*** Dataset records
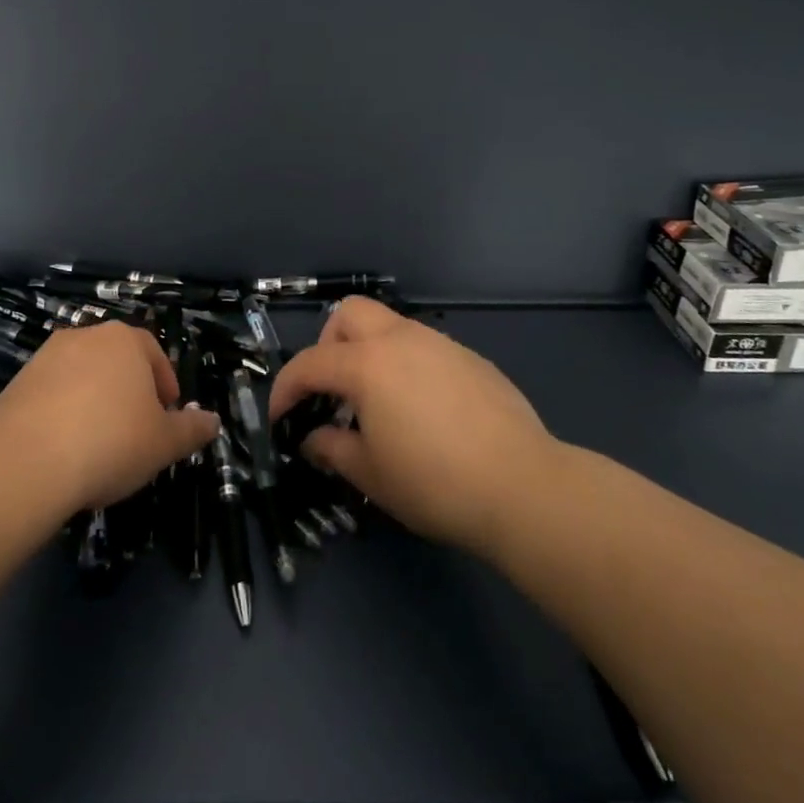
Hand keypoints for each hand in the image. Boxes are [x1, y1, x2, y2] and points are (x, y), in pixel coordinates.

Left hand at [0, 322, 220, 511]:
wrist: (25, 462)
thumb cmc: (111, 442)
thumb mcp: (164, 443)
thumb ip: (192, 430)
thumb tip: (213, 421)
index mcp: (125, 340)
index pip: (154, 354)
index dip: (165, 386)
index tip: (167, 416)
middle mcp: (86, 336)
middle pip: (117, 361)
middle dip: (129, 391)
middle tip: (137, 429)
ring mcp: (47, 357)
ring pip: (83, 376)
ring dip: (95, 401)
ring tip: (99, 442)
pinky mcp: (17, 382)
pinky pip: (52, 394)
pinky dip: (63, 413)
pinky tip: (66, 448)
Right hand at [270, 297, 553, 553]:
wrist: (523, 487)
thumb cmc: (434, 482)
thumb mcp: (370, 474)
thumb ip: (331, 448)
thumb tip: (313, 438)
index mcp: (367, 364)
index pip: (309, 363)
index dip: (286, 390)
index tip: (281, 419)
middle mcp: (401, 340)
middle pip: (349, 315)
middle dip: (328, 345)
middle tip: (333, 391)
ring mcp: (440, 344)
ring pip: (389, 326)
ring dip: (369, 353)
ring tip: (377, 404)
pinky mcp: (471, 359)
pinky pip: (423, 347)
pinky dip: (406, 365)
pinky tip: (422, 410)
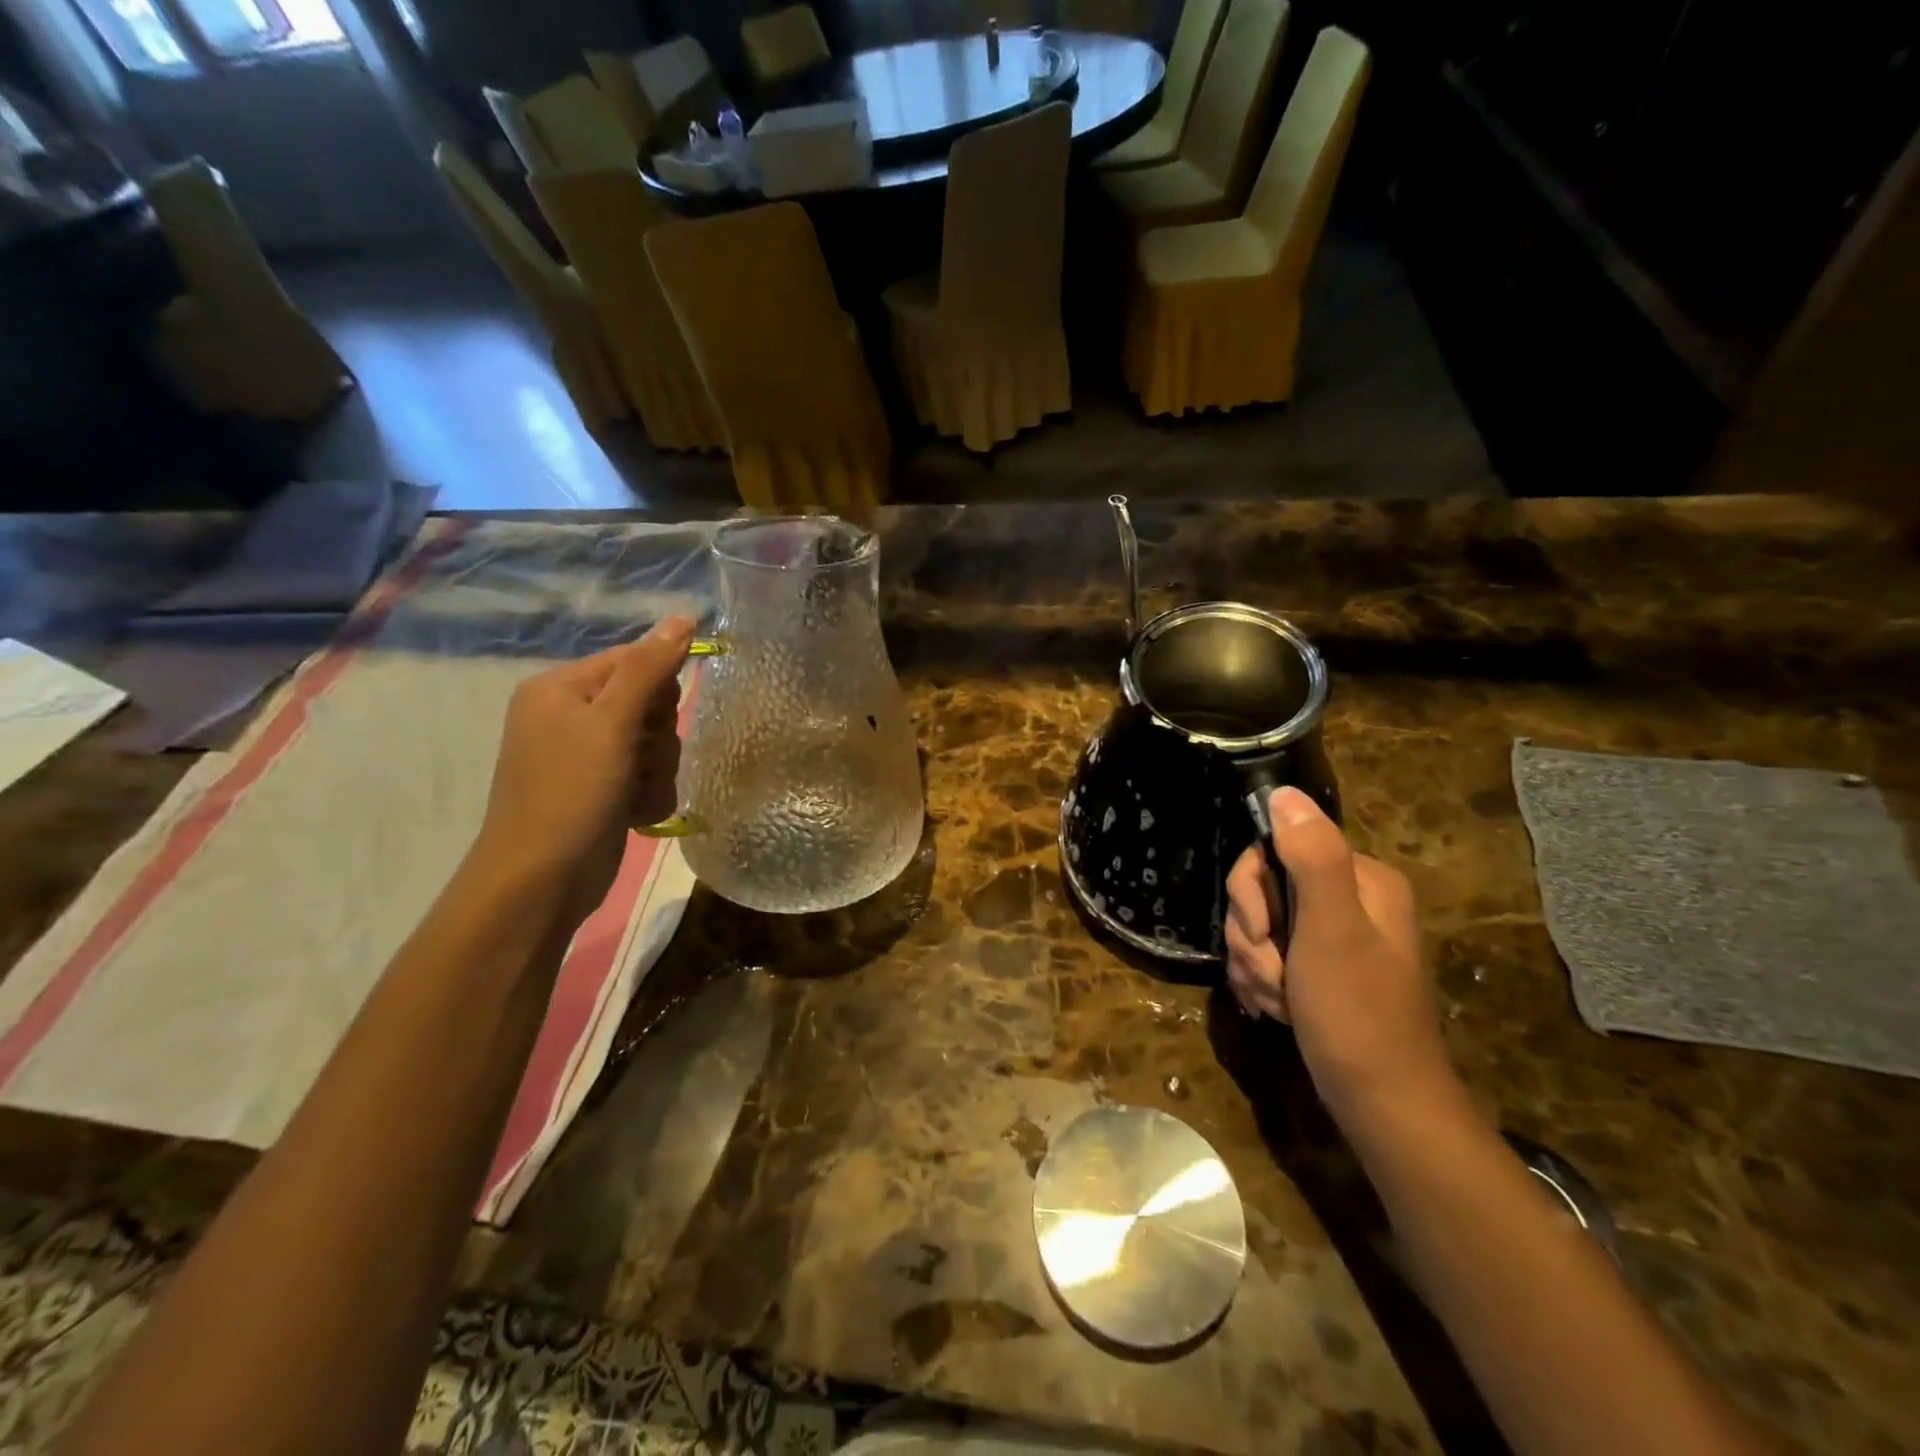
******
## [Work item]
Say how many lines in the entries include the string "hand", and write nothing besides that number.

## [Response to this task]
3